=== Begin Enclosure ===
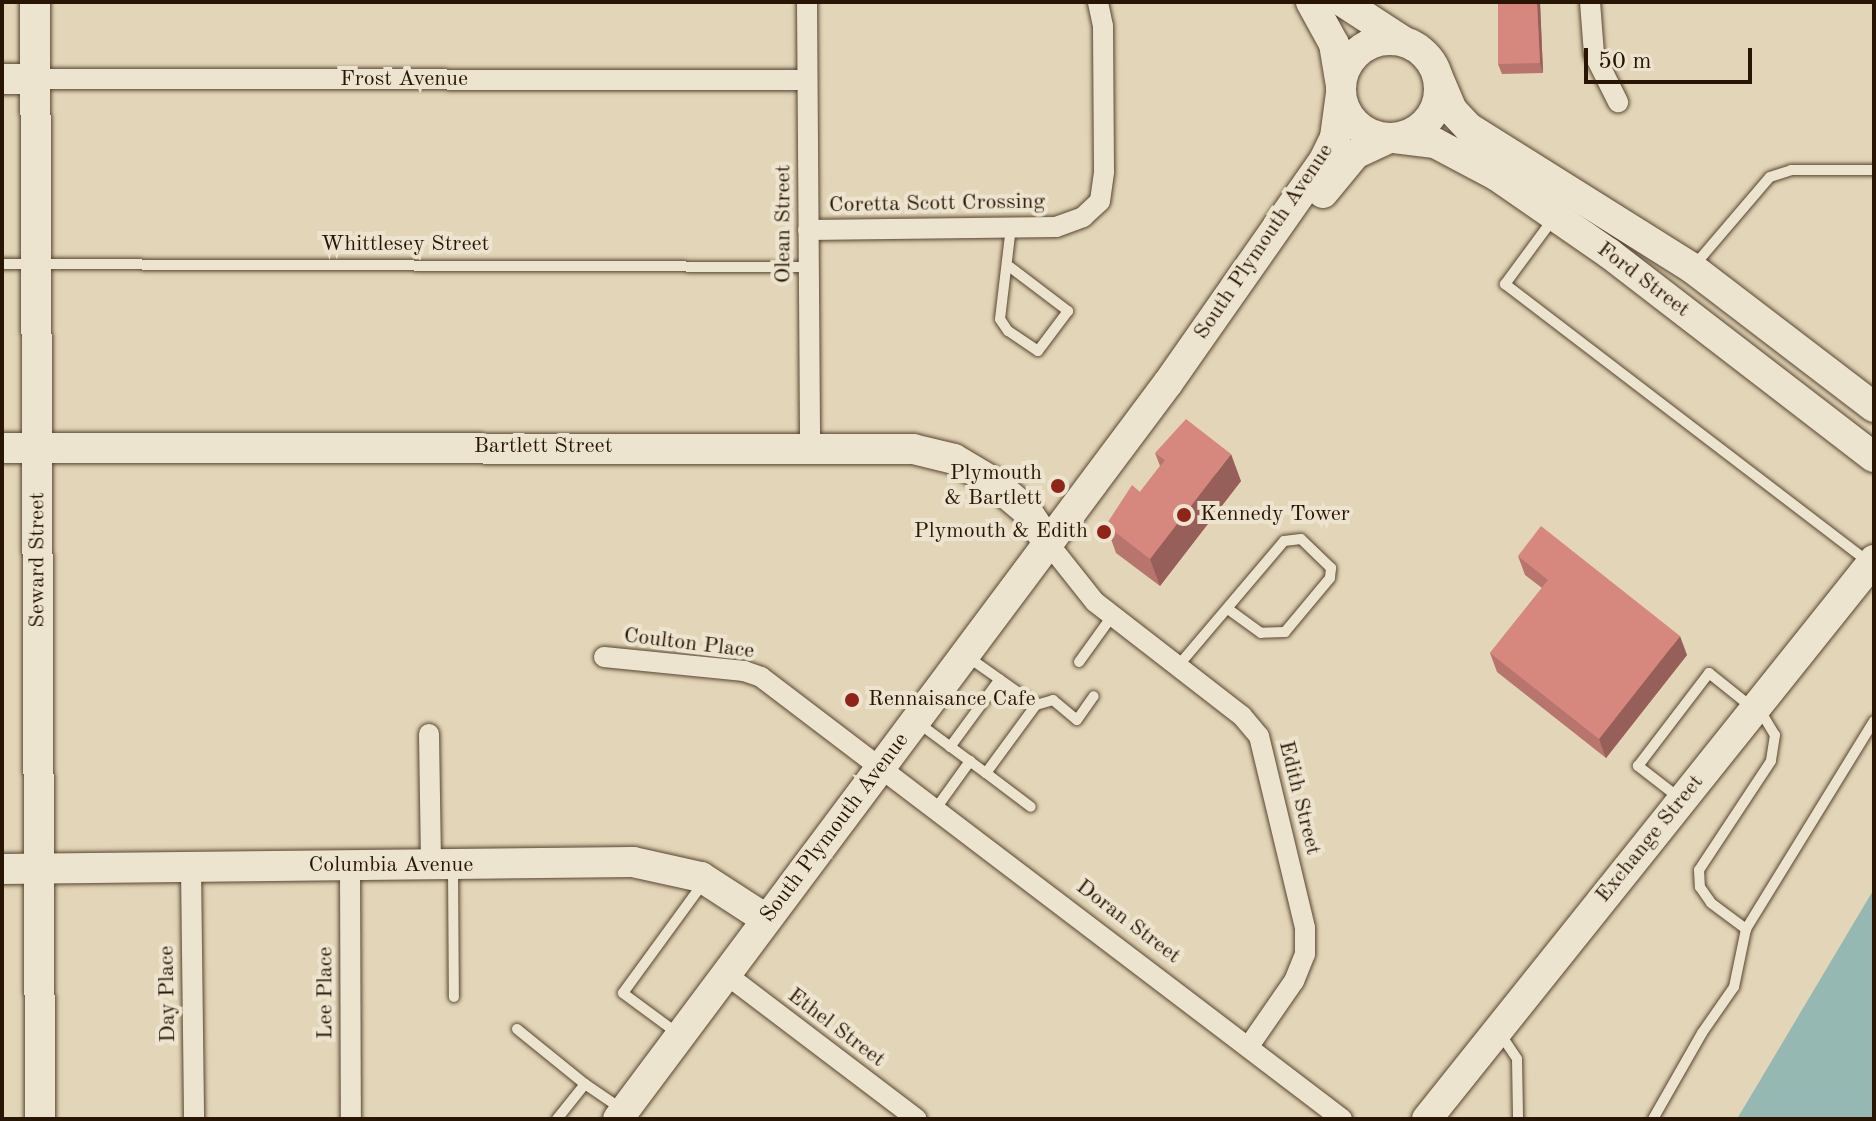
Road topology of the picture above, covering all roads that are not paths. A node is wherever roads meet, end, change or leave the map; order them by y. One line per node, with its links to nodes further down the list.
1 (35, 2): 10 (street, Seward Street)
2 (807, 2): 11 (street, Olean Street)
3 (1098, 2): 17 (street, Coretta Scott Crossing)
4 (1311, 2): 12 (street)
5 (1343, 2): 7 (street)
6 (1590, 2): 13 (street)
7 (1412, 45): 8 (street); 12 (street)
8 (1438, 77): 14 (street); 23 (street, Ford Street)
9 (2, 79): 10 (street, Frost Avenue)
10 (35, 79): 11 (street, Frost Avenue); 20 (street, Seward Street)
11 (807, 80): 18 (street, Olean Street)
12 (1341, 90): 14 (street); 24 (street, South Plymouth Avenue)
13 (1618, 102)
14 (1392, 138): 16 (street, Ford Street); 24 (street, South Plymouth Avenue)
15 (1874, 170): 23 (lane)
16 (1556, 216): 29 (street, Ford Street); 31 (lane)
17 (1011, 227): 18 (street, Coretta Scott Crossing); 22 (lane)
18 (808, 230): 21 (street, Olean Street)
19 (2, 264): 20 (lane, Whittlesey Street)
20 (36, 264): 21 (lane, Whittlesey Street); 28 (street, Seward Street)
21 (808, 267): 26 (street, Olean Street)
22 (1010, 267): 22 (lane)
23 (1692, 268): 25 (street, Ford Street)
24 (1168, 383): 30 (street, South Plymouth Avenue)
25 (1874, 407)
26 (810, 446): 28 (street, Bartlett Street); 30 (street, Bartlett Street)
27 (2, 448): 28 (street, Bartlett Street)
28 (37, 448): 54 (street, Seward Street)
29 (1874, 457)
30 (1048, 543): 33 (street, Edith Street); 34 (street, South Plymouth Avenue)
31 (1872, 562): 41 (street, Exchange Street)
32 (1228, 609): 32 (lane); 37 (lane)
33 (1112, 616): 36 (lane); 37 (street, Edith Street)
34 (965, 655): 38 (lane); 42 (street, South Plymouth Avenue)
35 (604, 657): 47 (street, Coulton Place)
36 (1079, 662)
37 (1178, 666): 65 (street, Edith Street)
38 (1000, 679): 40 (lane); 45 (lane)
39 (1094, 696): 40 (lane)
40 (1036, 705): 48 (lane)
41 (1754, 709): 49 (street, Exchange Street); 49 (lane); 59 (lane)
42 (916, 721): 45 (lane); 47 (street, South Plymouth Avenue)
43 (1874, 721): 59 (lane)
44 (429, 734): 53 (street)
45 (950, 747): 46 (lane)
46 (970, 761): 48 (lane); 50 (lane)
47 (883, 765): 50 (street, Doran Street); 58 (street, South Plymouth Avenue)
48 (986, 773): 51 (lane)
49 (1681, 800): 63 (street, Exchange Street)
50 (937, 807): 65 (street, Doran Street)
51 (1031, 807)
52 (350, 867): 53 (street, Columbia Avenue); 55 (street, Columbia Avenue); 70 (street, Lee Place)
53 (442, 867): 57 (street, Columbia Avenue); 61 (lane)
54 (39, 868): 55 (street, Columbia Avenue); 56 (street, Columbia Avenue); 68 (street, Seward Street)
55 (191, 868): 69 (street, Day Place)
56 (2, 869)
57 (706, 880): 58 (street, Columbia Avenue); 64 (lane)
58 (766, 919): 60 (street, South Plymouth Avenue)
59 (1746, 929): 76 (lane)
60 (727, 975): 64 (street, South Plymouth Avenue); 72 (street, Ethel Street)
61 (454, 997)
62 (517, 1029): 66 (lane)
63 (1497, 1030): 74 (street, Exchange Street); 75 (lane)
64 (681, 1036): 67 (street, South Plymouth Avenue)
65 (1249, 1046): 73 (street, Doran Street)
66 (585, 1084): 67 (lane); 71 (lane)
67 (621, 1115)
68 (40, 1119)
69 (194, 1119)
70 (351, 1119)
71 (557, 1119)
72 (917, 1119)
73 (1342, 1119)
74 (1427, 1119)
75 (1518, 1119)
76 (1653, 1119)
=== End Enclosure ===
If any image appears in the entries, omit it and return the rest verbatim.

> TASK SOLUTION:
Road topology of the picture above, covering all roads that are not paths. A node is wherever roads meet, end, change or leave the map; order them by y. One line per node, with its links to nodes further down the list.
1 (35, 2): 10 (street, Seward Street)
2 (807, 2): 11 (street, Olean Street)
3 (1098, 2): 17 (street, Coretta Scott Crossing)
4 (1311, 2): 12 (street)
5 (1343, 2): 7 (street)
6 (1590, 2): 13 (street)
7 (1412, 45): 8 (street); 12 (street)
8 (1438, 77): 14 (street); 23 (street, Ford Street)
9 (2, 79): 10 (street, Frost Avenue)
10 (35, 79): 11 (street, Frost Avenue); 20 (street, Seward Street)
11 (807, 80): 18 (street, Olean Street)
12 (1341, 90): 14 (street); 24 (street, South Plymouth Avenue)
13 (1618, 102)
14 (1392, 138): 16 (street, Ford Street); 24 (street, South Plymouth Avenue)
15 (1874, 170): 23 (lane)
16 (1556, 216): 29 (street, Ford Street); 31 (lane)
17 (1011, 227): 18 (street, Coretta Scott Crossing); 22 (lane)
18 (808, 230): 21 (street, Olean Street)
19 (2, 264): 20 (lane, Whittlesey Street)
20 (36, 264): 21 (lane, Whittlesey Street); 28 (street, Seward Street)
21 (808, 267): 26 (street, Olean Street)
22 (1010, 267): 22 (lane)
23 (1692, 268): 25 (street, Ford Street)
24 (1168, 383): 30 (street, South Plymouth Avenue)
25 (1874, 407)
26 (810, 446): 28 (street, Bartlett Street); 30 (street, Bartlett Street)
27 (2, 448): 28 (street, Bartlett Street)
28 (37, 448): 54 (street, Seward Street)
29 (1874, 457)
30 (1048, 543): 33 (street, Edith Street); 34 (street, South Plymouth Avenue)
31 (1872, 562): 41 (street, Exchange Street)
32 (1228, 609): 32 (lane); 37 (lane)
33 (1112, 616): 36 (lane); 37 (street, Edith Street)
34 (965, 655): 38 (lane); 42 (street, South Plymouth Avenue)
35 (604, 657): 47 (street, Coulton Place)
36 (1079, 662)
37 (1178, 666): 65 (street, Edith Street)
38 (1000, 679): 40 (lane); 45 (lane)
39 (1094, 696): 40 (lane)
40 (1036, 705): 48 (lane)
41 (1754, 709): 49 (street, Exchange Street); 49 (lane); 59 (lane)
42 (916, 721): 45 (lane); 47 (street, South Plymouth Avenue)
43 (1874, 721): 59 (lane)
44 (429, 734): 53 (street)
45 (950, 747): 46 (lane)
46 (970, 761): 48 (lane); 50 (lane)
47 (883, 765): 50 (street, Doran Street); 58 (street, South Plymouth Avenue)
48 (986, 773): 51 (lane)
49 (1681, 800): 63 (street, Exchange Street)
50 (937, 807): 65 (street, Doran Street)
51 (1031, 807)
52 (350, 867): 53 (street, Columbia Avenue); 55 (street, Columbia Avenue); 70 (street, Lee Place)
53 (442, 867): 57 (street, Columbia Avenue); 61 (lane)
54 (39, 868): 55 (street, Columbia Avenue); 56 (street, Columbia Avenue); 68 (street, Seward Street)
55 (191, 868): 69 (street, Day Place)
56 (2, 869)
57 (706, 880): 58 (street, Columbia Avenue); 64 (lane)
58 (766, 919): 60 (street, South Plymouth Avenue)
59 (1746, 929): 76 (lane)
60 (727, 975): 64 (street, South Plymouth Avenue); 72 (street, Ethel Street)
61 (454, 997)
62 (517, 1029): 66 (lane)
63 (1497, 1030): 74 (street, Exchange Street); 75 (lane)
64 (681, 1036): 67 (street, South Plymouth Avenue)
65 (1249, 1046): 73 (street, Doran Street)
66 (585, 1084): 67 (lane); 71 (lane)
67 (621, 1115)
68 (40, 1119)
69 (194, 1119)
70 (351, 1119)
71 (557, 1119)
72 (917, 1119)
73 (1342, 1119)
74 (1427, 1119)
75 (1518, 1119)
76 (1653, 1119)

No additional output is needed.